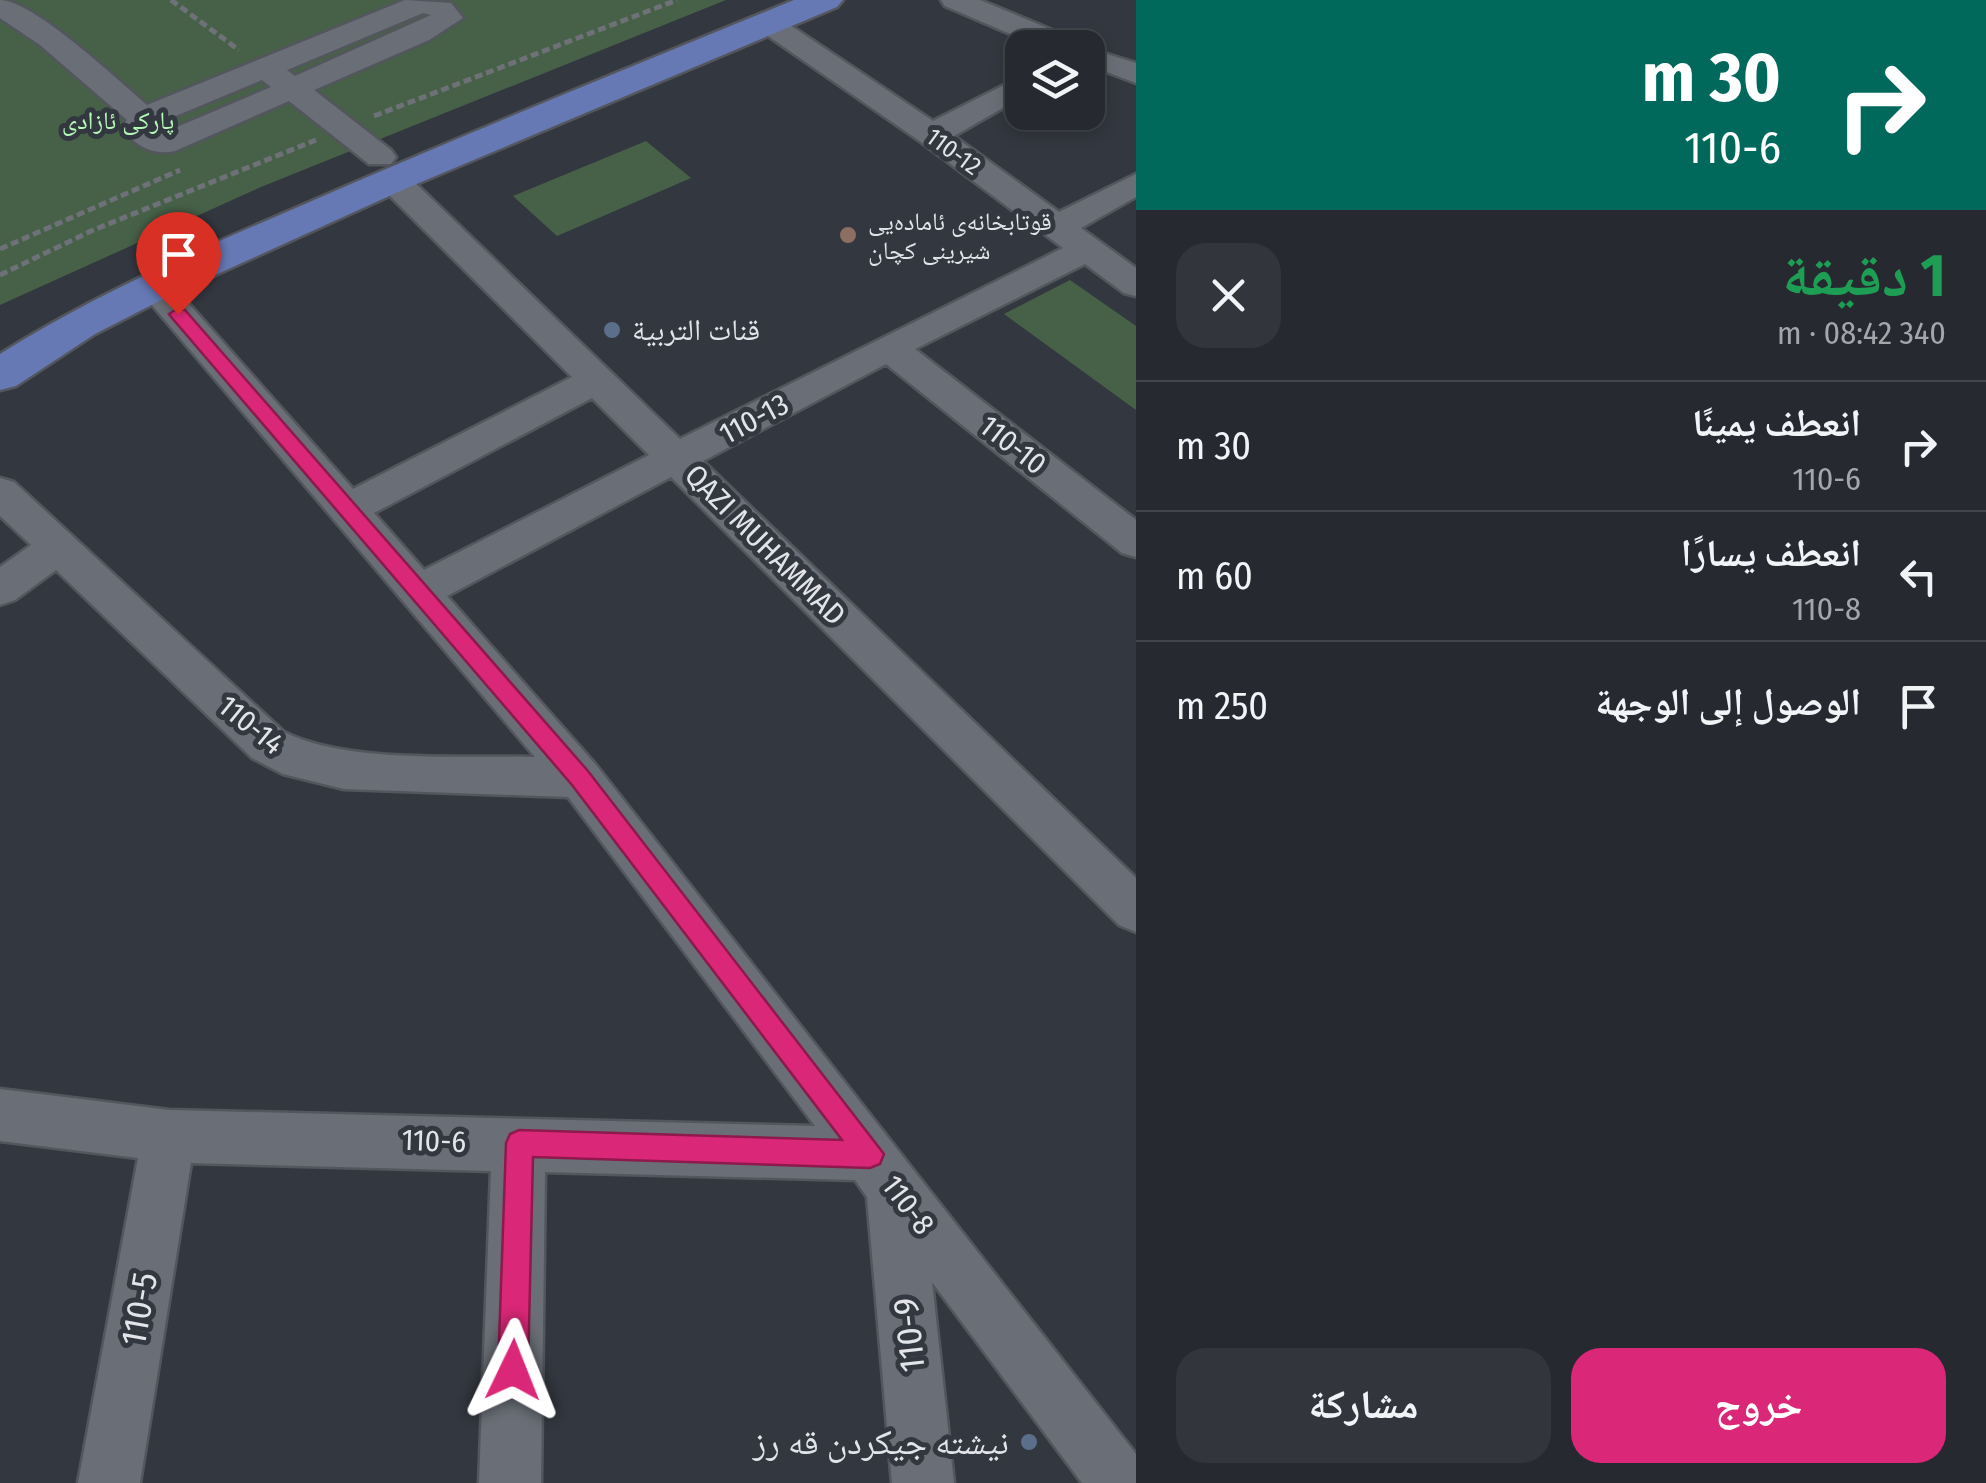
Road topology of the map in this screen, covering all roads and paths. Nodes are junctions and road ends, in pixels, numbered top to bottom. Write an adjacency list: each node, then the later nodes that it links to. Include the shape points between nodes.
1 (172, 0): 8 (path)
2 (825, 0): 5 (main road)
3 (955, 0): 6 (street)
4 (0, 6): 12 (street)
5 (763, 12): 13 (street, 110-12); 15 (main road)
6 (1027, 30)
7 (1105, 62): 9 (street)
8 (264, 68): 10 (street, QAZI MUHAMMAD); 10 (street, via 420,4 448,14 419,34); 12 (street)
9 (1136, 74)
10 (292, 86): 12 (street, via 164,144 137,127); 15 (street, QAZI MUHAMMAD)
11 (1005, 94): 13 (street)
12 (145, 118)
13 (932, 135): 17 (street, 110-12)
14 (192, 165): 18 (path)
15 (386, 168): 21 (main road); 22 (main road, via 109,274); 25 (street, QAZI MUHAMMAD)
16 (1136, 184): 17 (street)
17 (1057, 226): 19 (street, 110-12)
18 (0, 249)
19 (1088, 249): 20 (street, 110-12); 23 (street, 110-13)
20 (1136, 284)
21 (154, 286): 24 (main road, via 79,324); 28 (street, 110-8)
22 (0, 337)
23 (889, 347): 26 (street, 110-13); 29 (street, 110-10)
24 (0, 376)
25 (597, 380): 26 (street, QAZI MUHAMMAD); 28 (street)
26 (677, 459): 32 (street, 110-13); 34 (street, QAZI MUHAMMAD)
27 (0, 492): 30 (street, 110-14)
28 (349, 508): 32 (street, 110-8)
29 (1136, 542)
30 (57, 548): 31 (street); 33 (street, 110-14, via 268,745 299,761 344,770)
31 (0, 589)
32 (420, 591): 33 (street, 110-8)
33 (580, 778): 38 (street, 110-8)
34 (1136, 910)
35 (0, 1115): 36 (street, 110-6)
36 (169, 1136): 37 (street, 110-6); 39 (street, 110-5)
37 (519, 1143): 38 (street, 110-6); 40 (street)
38 (882, 1171): 41 (street, 110-9); 42 (street, 110-8)
39 (109, 1483)
40 (510, 1483)
41 (923, 1483)
42 (1120, 1483)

----

## [Problem statement]
Say how many lines of the data hold the string "main". Reply with the number alone.

## [Output]
4